097: 啐啄同時はヒナと親鳥が同時に突く
2013.10.25
※著書「心のしずく」より ~アーカイブ100回連載シリーズ~
※この記事は、平成八年~平成十六年にかけて執筆されたものです。
報・連・相(ホウレンソウ)の重要性ほど、知っているつもりで、本当は何も分かっていない人が少なくない。組織はタイムリーに心の通い合うコミュニケーションができてはじめて機能していくものだ。ホウレンソウは組織運営の基本中の基本だ。
「報告を怠ったために絶好のチャンスを逃がしてしまった」
「連絡がほんの少し遅れたために、取り返しのつかないことになった」
「前もって相談してくれていたら、いいアドヴァイスができたのに」
ホウレンソウの大事なところは“スピードと密に”が生命線だということだ。それが欠けたら、今朝に昨日の朝刊を読むのと同じことで何の意味もない。ホウレンソウは幹部が率先垂範してこそ、チームを活性化し、さらに有能な人をつくっていくものだ。

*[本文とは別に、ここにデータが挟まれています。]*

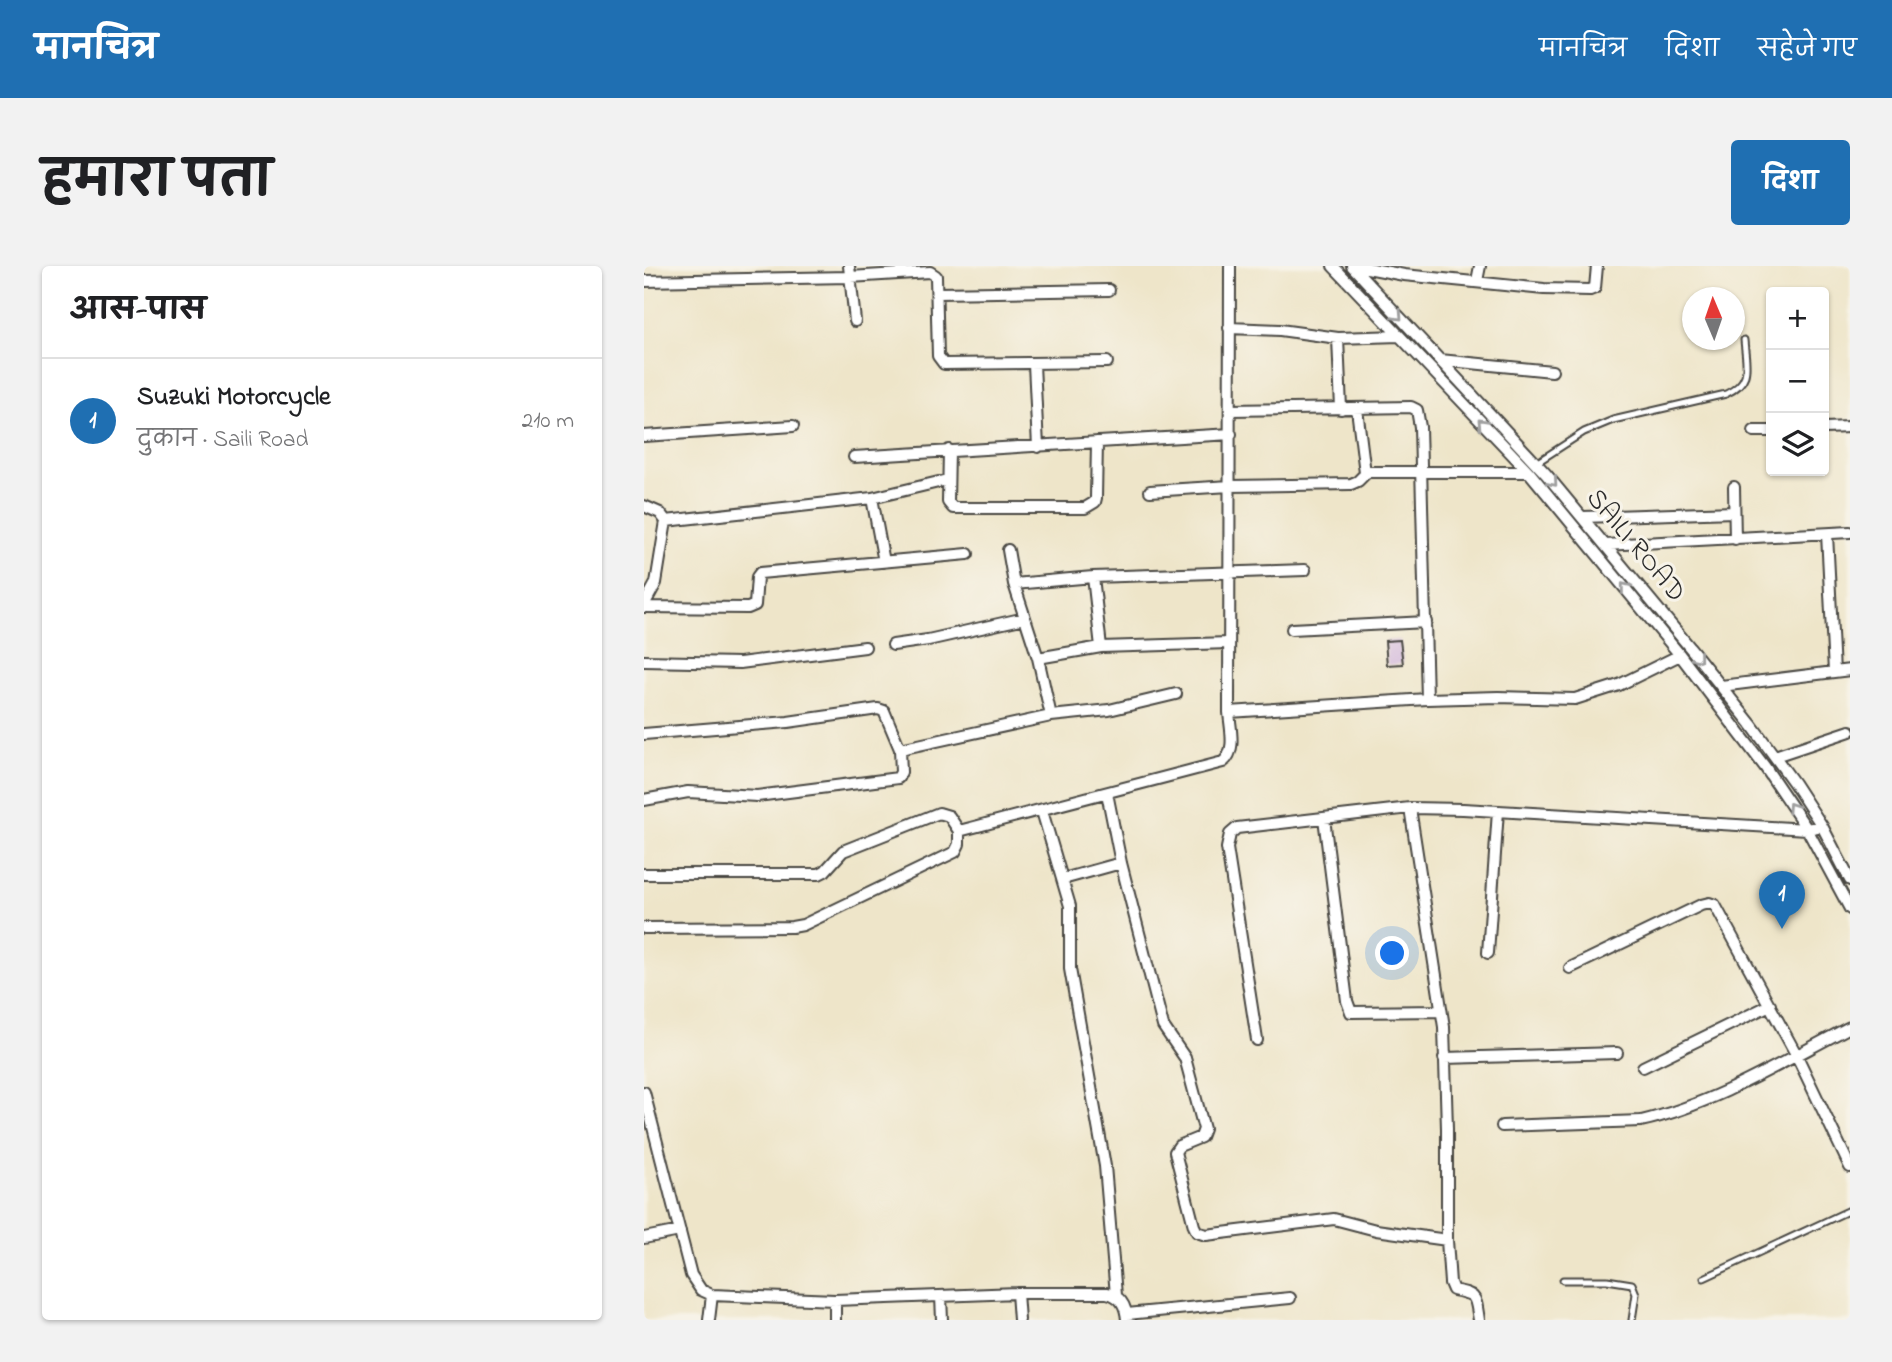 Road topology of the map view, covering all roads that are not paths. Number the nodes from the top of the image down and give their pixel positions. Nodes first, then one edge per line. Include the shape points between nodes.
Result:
1 (1230, 266) edge
2 (1357, 266) edge
3 (1480, 266) edge
4 (1597, 266) edge
5 (1342, 267) edge
6 (1404, 271) edge
7 (849, 272) edge
8 (644, 281) edge
9 (1477, 281) junction
10 (1109, 289) dead end
11 (938, 293) junction
12 (855, 321) dead end
13 (1229, 328) junction
14 (1399, 336) junction
15 (1338, 338) junction
16 (1745, 350) edge
17 (1440, 360) junction
18 (1107, 362) dead end
19 (1034, 364) junction
20 (1552, 371) dead end
21 (1340, 409) junction
22 (1357, 409) junction
23 (1230, 411) junction
24 (793, 426) dead end
25 (1850, 427) edge
26 (1829, 428) edge
27 (1766, 431) edge
28 (1754, 432) dead end
29 (1231, 434) junction
30 (644, 436) edge
31 (1097, 442) junction
32 (1038, 447) junction
33 (949, 450) junction
34 (854, 457) dead end
35 (1532, 468) junction
36 (1422, 471) junction
37 (1364, 473) junction
38 (947, 480) junction
39 (1230, 486) junction
40 (1734, 487) dead end
41 (1150, 491) dead end
42 (872, 498) junction
43 (644, 506) edge
44 (1734, 512) junction
45 (1583, 517) junction
46 (666, 521) junction
47 (1850, 532) edge
48 (1827, 534) junction
49 (1735, 540) junction
50 (1605, 545) junction
51 (1008, 550) dead end
52 (968, 554) dead end
53 (884, 562) junction
54 (1305, 570) dead end
55 (1230, 573) junction
56 (1093, 577) junction
57 (1014, 584) junction
58 (644, 606) edge
59 (1025, 618) junction
60 (1426, 622) junction
61 (1292, 629) dead end
62 (1229, 643) junction
63 (893, 645) dead end
64 (865, 647) dead end
65 (1101, 647) junction
66 (1680, 655) junction
67 (1038, 658) junction
68 (644, 661) edge
69 (1850, 670) edge
70 (1835, 673) junction
71 (1721, 686) junction
72 (1176, 694) dead end
73 (1427, 699) junction
74 (1229, 712) junction
75 (1051, 716) junction
76 (1850, 731) edge
77 (644, 734) edge
78 (900, 749) junction
79 (1774, 756) junction
80 (1107, 793) junction
81 (644, 800) edge
82 (1410, 808) junction
83 (1042, 811) junction
84 (1498, 811) junction
85 (1324, 818) junction
86 (1822, 827) junction
87 (1807, 829) junction
88 (959, 831) junction
89 (1121, 863) junction
90 (644, 874) edge
91 (1063, 879) junction
92 (1850, 880) edge
93 (1850, 909) edge
94 (644, 928) edge
95 (1488, 953) dead end
96 (1570, 968) dead end
97 (1770, 1005) junction
98 (1441, 1011) junction
99 (1850, 1027) edge
100 (1257, 1040) dead end
101 (1617, 1053) dead end
102 (1796, 1054) junction
103 (1444, 1058) junction
104 (1643, 1067) dead end
105 (644, 1092) edge
106 (1502, 1126) dead end
107 (1850, 1167) edge
108 (1850, 1210) edge
109 (680, 1231) junction
110 (644, 1238) edge
111 (1447, 1240) junction
112 (1704, 1278) dead end
113 (1563, 1280) dead end
114 (1017, 1293) junction
115 (712, 1295) junction
116 (1116, 1295) junction
117 (941, 1296) junction
118 (1290, 1298) dead end
119 (835, 1300) junction
120 (1127, 1317) edge
121 (709, 1320) edge
122 (835, 1320) edge
123 (942, 1320) edge
124 (1018, 1320) edge
125 (1479, 1320) edge
126 (1633, 1320) edge

1 - 13 street
2 - 6 street
3 - 9 street
4 - 9 street via 1597,283 1590,290
5 - 14 street
5 -> 17 street, SAILI ROAD
6 - 9 street
7 - 8 street
7 - 11 street via 930,272 936,276
7 - 12 street
10 - 11 street
11 - 19 street via 941,363
13 - 15 street
13 - 23 street
14 - 15 street
35 -> 14 street
15 - 21 street
16 - 35 lane via 1746,377 1738,388 1613,420 1584,432
17 - 20 street
17 - 35 street, SAILI ROAD
18 - 19 street
19 - 32 street
21 - 22 street
21 - 23 street
22 - 36 street via 1416,408
22 - 37 street
23 - 29 street
24 - 30 street
25 - 26 street
27 - 28 street
29 - 31 street
29 - 39 street
31 - 32 street
31 - 38 street via 1096,498 1085,508 953,508 948,502
32 - 33 street
33 - 34 street
33 - 38 street
35 - 36 street
35 -> 45 street, SAILI ROAD
66 -> 35 street
36 - 37 street
36 - 60 street
37 - 39 street via 1351,484
38 - 42 street
39 - 41 street
39 - 55 street
40 - 44 street
42 - 46 street
42 - 53 street
43 - 46 street
44 - 45 street
44 - 49 street
45 - 50 street, SAILI ROAD
46 - 58 street via 656,583
47 - 48 street
48 - 49 street
48 - 70 street
49 - 50 street
50 -> 71 street, SAILI ROAD
51 - 57 street
52 - 53 street
53 - 58 street via 760,573 755,604 748,608
54 - 55 street
55 - 56 street
55 - 62 street
56 - 57 street
56 - 65 street
57 - 59 street
59 - 63 street
59 - 67 street
60 - 61 street
60 - 73 street
62 - 65 street
62 - 74 street
64 - 68 street via 740,663
65 - 67 street
66 - 73 street via 1619,685 1575,699
87 -> 66 street
67 - 75 street
69 - 70 street
70 - 71 street
71 - 79 street, SAILI ROAD
72 - 75 street via 1109,710
73 - 74 street
74 - 80 street via 1232,749 1228,759
75 - 78 street
76 - 79 street
77 - 78 street via 878,709 884,711
78 - 81 street via 898,778 757,796 688,792
79 - 86 street, SAILI ROAD
80 - 83 street
80 - 89 street
82 - 84 street
82 - 85 street
82 - 98 street
83 - 88 street
83 - 91 street
84 - 87 street
84 - 95 street
85 - 98 street via 1351,1012
85 - 100 street via 1237,828 1228,839
86 - 87 street
86 - 92 street, SAILI ROAD
87 - 93 street
88 - 90 street via 949,816 939,813 843,851 819,874
88 - 94 street via 955,852 803,925
89 - 91 street
89 - 111 street via 1163,1026 1185,1058 1204,1129 1202,1137 1175,1152 1197,1232 1206,1235 1334,1219
91 - 116 street via 1070,906 1070,969 1105,1166
96 - 97 street via 1709,903 1715,905
97 - 102 street
97 - 104 street
98 - 103 street
99 - 102 street
101 - 103 street
102 - 106 street via 1660,1117
102 - 107 street
103 - 111 street
105 - 109 street
108 - 112 lane
109 - 110 street
109 - 115 street via 691,1275 701,1290
111 - 125 street via 1451,1288 1476,1297
113 - 126 lane via 1632,1284 1636,1294
114 - 116 street
114 - 117 street
114 - 124 street
115 - 119 street
115 - 121 street
116 - 120 street
117 - 119 street
117 - 123 street
118 - 120 street
119 - 122 street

さて、ある老師からこんなことを教わった。禅に「啐啄同時(そったくどうじ)」という言葉がある。卵の中にいるひなが殻を破って孵る時、小さなくちばしで内から懸命に堅い殻を割ろうとするが、この好機をじっと待っている親鳥がこの時ばかり、間髪をいれずに外からくちばしで突くと、殻が見事に割れて、無事にひなが誕生するという意味である。ひなが生まれるには、ひな自身の生への強い執着心とグッドタイミングを見極める親鳥の思いと手助けがあってこそなせる業だ。
この啐啄同時の原理は、学ぶことはもちろん、ほめたり、叱ったりして人を指導教育していくことに通じる。本人の問題意識や意欲のないときに、その原因や様子をしっかりと見ずして、いかに意見、忠告をしても、ぬかに釘、のれんに腕押しで、何の効果もない。時には思わぬ反感や嫌悪感すら相手に抱かれることになる。
人づくりは「求める心」と「与える心」、つまり「育つ」「育てる」がうまくかみ合ってこそ効を奏する。「育つ」ために不可欠なことは、いかなる厳しい状況下にあっても、向上心をもち続けることだし、人から学ぶことを常に心がけることだ。
また「育てる」ためには、日頃から相手の性格や言動、さらに業績やデーターをよく注視し、機を見て敏に指導していくことが肝要だ。打てば響くように成るには、何よりも深い愛情と強い関心をもっていなければ、その業はできるものではない。
日常茶飯事によくあることだが、ダメ上司は「頑張れ」のかけ声だけだ。有能な上司は、部下と問題を共有し、一緒に考え、「こうせよ」と具体的な指示を与える。さてあなたはどちらの上司にあてはまるのか。